A distributed file management system for seamless file synchronization, processing and storage across multiple devices. Data Orchestrate is designed for environments where files need to be uploaded, processed (including text extraction from PDFs) and synchronized in real-time between several devices, with robust metadata tracking and notification support.
- Java 17 or higher
- Maven 3.8 or higher
- Kafka
- MongoDB Atlas account (cloud-hosted)
- (Optional) Docker & Docker Compose (for containerized deployments)
- (Optional) Kubernetes & Minikube (for local or cloud orchestration)
Note: Docker, Kubernetes and Minikube deployment files are available in the
containerizedbranch of this repository. Switch to that branch to access and use them.
Data Orchestrate supports containerized deployment using Docker and orchestration via Docker Compose and Kubernetes (including Minikube for local development).

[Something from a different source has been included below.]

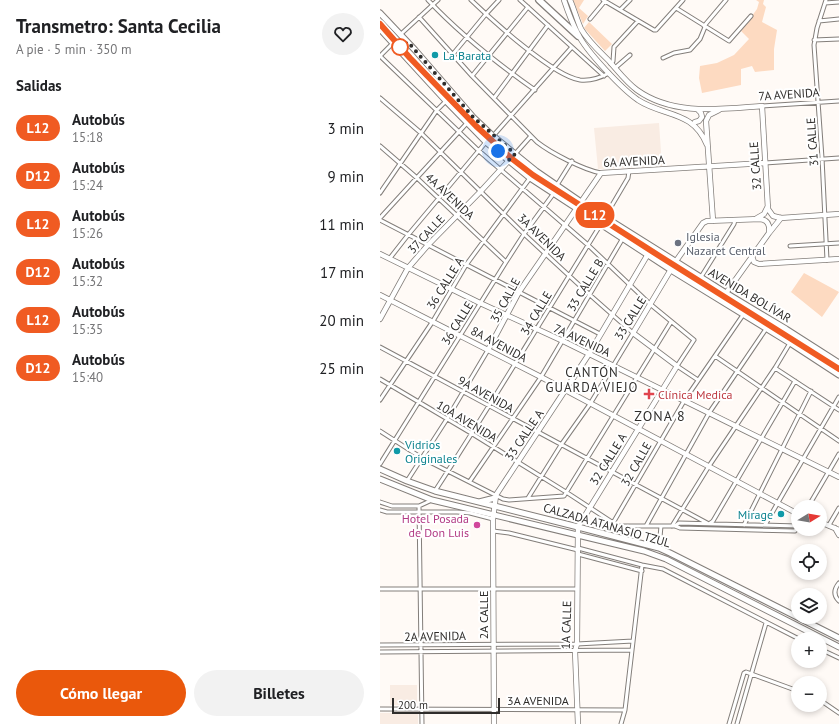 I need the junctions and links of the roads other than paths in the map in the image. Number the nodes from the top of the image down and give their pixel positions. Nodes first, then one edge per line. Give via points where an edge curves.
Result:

- All core services (Kafka, Zookeeper, file-upload, processing, storage, notification, orchestrator) are containerized.
- Use the provided
deployment/docker-compose.ymlto spin up the full stack for local or development use.
To start everything with Docker Compose:
docker-compose -f deployment/docker-compose.yml up --build -d- This will build images (if needed), start all services and create a bridge network.
- Service healthchecks are included for robust startup.
- Data volumes are mapped for persistence.
To stop and remove containers:
docker-compose -f deployment/docker-compose.yml down- Kubernetes manifests for each service are provided in
deployment/kubernetes/. - Supports scaling, rolling updates, resource limits and liveness/readiness probes.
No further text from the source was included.